§ What is required
In the entries below, filter for the word "this" and copy every matching line.

── Source data

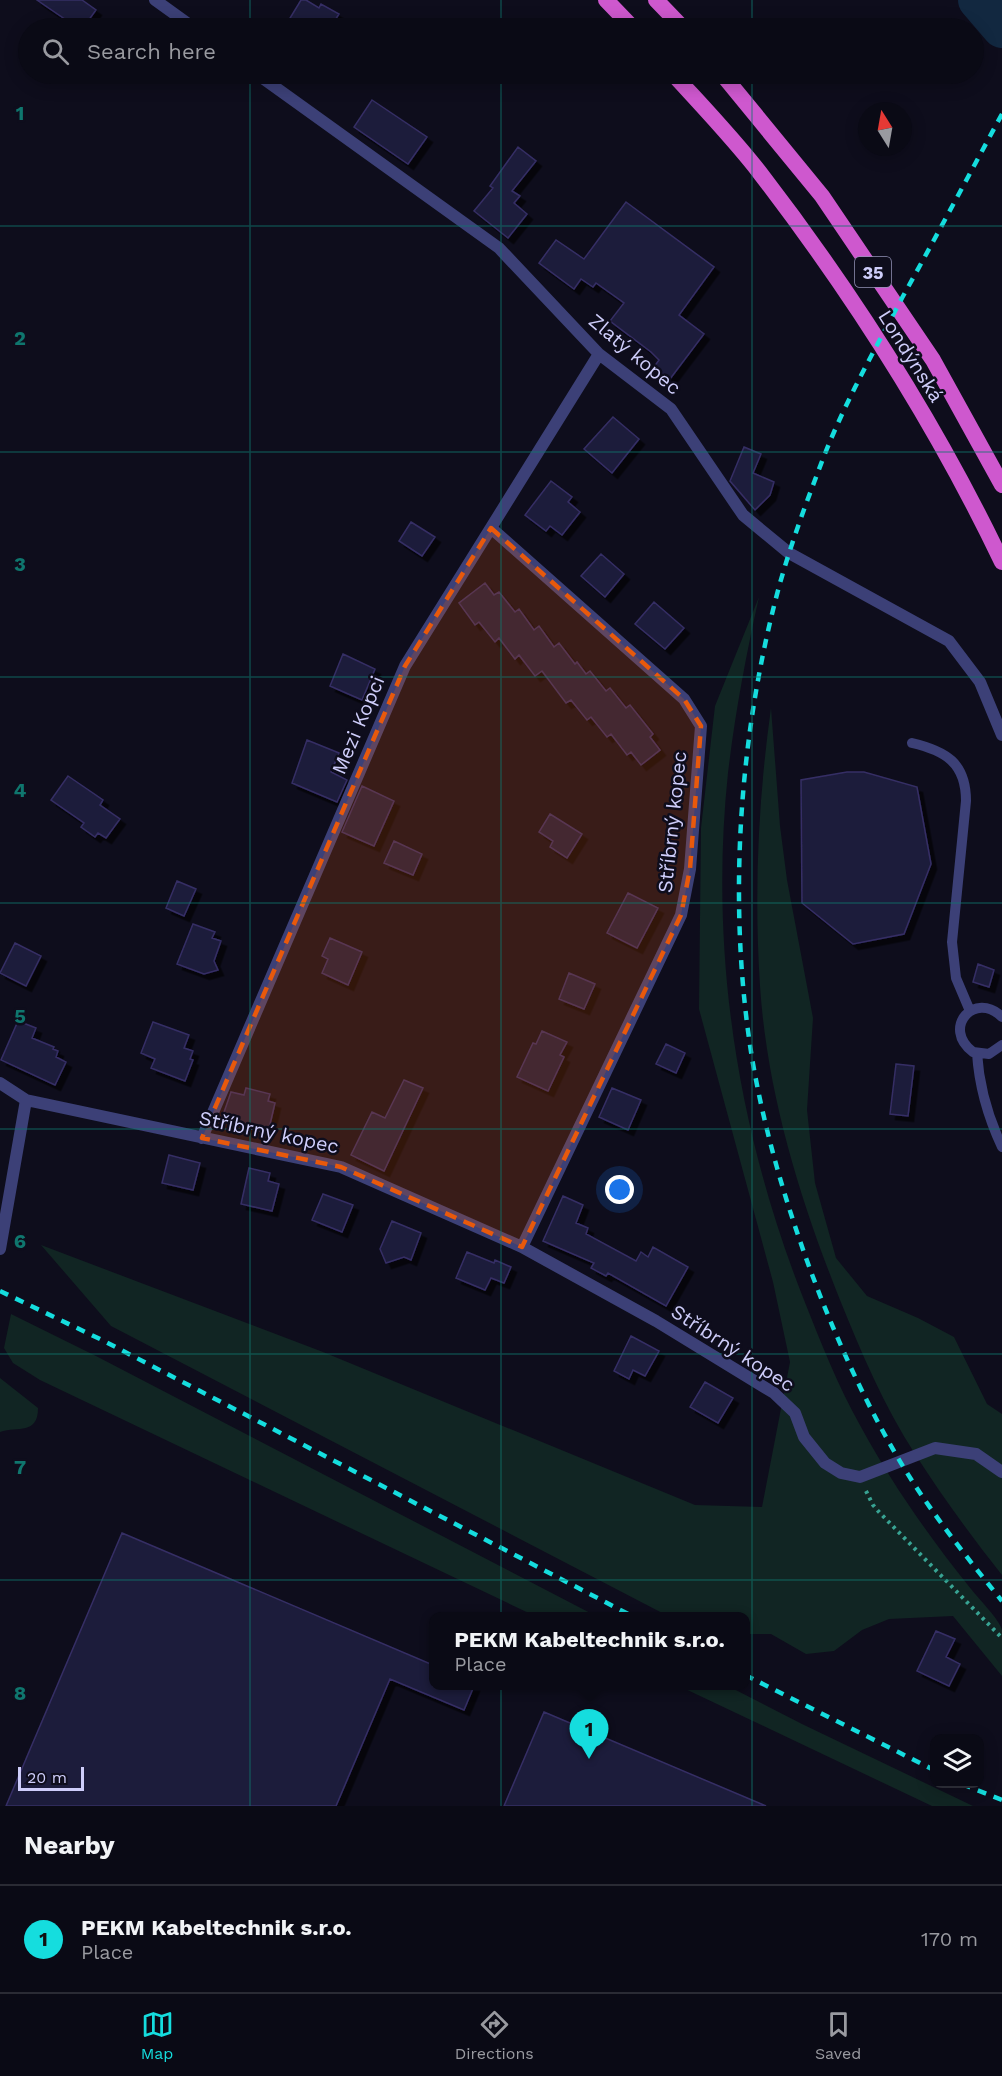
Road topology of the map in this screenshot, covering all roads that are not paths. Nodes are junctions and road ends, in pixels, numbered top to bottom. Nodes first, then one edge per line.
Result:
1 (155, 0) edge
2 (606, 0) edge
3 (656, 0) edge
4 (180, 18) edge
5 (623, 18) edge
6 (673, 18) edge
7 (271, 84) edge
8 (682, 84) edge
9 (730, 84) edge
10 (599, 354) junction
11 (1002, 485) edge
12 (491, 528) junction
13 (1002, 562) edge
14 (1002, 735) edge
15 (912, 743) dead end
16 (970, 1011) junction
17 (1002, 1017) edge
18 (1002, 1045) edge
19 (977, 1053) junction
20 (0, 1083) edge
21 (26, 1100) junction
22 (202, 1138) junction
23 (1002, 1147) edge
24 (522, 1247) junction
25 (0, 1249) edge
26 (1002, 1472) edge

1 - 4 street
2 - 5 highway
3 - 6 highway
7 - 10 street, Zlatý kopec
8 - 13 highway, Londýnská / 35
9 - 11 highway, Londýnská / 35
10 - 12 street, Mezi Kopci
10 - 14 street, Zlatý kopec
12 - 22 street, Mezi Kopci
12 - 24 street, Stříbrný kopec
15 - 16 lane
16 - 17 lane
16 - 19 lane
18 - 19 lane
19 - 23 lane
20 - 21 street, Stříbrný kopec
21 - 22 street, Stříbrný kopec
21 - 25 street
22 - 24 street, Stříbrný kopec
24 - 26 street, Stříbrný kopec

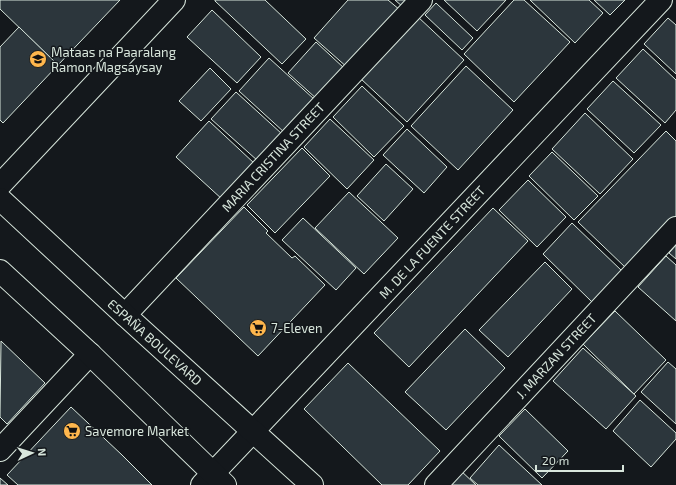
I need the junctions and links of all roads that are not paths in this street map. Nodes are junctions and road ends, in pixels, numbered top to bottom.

────
── Source data

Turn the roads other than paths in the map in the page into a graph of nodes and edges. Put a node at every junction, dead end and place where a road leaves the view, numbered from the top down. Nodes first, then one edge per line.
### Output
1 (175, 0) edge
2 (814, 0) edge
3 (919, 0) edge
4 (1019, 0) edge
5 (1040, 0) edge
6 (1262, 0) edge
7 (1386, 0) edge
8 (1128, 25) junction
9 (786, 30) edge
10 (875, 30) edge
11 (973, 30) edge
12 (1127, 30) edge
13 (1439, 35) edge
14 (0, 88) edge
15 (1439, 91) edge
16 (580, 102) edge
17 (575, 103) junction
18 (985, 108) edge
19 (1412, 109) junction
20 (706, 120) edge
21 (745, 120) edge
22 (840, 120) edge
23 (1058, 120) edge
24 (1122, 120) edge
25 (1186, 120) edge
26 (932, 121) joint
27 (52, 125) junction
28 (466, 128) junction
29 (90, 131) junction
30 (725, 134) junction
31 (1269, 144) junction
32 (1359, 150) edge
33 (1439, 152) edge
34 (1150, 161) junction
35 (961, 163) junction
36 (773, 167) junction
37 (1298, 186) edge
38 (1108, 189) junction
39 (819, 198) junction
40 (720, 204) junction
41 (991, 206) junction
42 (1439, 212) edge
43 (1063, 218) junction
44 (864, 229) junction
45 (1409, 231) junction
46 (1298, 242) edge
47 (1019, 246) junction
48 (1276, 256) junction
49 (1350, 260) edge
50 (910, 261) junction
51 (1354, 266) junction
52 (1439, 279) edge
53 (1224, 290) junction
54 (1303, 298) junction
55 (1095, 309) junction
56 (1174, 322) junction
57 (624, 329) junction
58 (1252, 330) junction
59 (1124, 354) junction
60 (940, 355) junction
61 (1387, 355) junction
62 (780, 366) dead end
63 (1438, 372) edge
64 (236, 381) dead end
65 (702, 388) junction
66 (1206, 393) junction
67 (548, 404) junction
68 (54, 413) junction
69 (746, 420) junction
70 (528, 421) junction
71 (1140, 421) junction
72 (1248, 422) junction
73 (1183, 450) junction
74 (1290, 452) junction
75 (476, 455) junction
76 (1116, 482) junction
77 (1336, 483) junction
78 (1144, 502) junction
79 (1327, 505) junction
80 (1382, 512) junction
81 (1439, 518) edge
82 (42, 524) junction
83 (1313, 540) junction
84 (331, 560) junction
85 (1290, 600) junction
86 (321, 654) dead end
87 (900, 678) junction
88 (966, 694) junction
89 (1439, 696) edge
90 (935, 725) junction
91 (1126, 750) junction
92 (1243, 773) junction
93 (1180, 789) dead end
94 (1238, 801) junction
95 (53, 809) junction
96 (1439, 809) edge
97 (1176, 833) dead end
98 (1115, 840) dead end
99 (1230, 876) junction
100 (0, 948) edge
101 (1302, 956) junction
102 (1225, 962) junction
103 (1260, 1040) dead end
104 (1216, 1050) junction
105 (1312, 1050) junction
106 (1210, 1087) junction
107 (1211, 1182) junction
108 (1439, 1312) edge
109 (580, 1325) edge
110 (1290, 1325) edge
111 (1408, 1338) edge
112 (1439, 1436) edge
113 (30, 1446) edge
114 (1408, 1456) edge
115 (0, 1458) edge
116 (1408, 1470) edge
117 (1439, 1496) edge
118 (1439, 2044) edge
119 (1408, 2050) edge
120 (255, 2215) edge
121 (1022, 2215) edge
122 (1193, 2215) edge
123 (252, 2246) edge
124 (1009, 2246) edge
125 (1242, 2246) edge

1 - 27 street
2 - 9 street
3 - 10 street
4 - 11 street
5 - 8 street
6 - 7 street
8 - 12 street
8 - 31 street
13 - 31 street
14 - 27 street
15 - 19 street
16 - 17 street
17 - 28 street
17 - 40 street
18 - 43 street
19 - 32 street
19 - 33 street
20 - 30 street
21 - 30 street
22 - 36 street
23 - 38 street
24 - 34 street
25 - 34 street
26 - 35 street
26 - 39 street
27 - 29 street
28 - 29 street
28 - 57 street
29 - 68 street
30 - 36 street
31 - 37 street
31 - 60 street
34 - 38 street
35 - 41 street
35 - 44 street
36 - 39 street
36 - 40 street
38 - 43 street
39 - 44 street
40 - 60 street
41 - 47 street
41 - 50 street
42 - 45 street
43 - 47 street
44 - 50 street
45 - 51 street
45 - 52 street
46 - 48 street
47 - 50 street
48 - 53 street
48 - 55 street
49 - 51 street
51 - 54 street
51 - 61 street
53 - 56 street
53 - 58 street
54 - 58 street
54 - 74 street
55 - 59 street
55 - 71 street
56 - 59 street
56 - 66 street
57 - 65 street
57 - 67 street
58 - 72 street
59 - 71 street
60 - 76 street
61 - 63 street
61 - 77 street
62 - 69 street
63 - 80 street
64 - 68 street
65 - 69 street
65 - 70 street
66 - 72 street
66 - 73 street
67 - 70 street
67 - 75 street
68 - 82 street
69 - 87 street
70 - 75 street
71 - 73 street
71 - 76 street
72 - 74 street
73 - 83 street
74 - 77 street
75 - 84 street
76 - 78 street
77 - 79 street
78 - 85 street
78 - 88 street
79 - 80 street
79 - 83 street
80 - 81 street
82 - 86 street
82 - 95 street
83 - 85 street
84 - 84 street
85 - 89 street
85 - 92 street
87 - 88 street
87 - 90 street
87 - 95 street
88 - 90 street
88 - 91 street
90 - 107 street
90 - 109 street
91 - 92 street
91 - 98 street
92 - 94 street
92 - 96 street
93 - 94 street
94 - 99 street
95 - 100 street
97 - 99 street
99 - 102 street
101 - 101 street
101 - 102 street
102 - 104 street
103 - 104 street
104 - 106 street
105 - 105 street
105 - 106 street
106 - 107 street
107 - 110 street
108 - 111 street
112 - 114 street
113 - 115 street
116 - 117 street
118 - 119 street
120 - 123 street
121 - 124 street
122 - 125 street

────

§ Solution
Road topology of the map in this screenshot, covering all roads that are not paths. Nodes are junctions and road ends, in pixels, numbered top to bottom. Nodes first, then one edge per line.
I need the junctions and links of all roads that are not paths in this street map. Nodes are junctions and road ends, in pixels, numbered top to bottom.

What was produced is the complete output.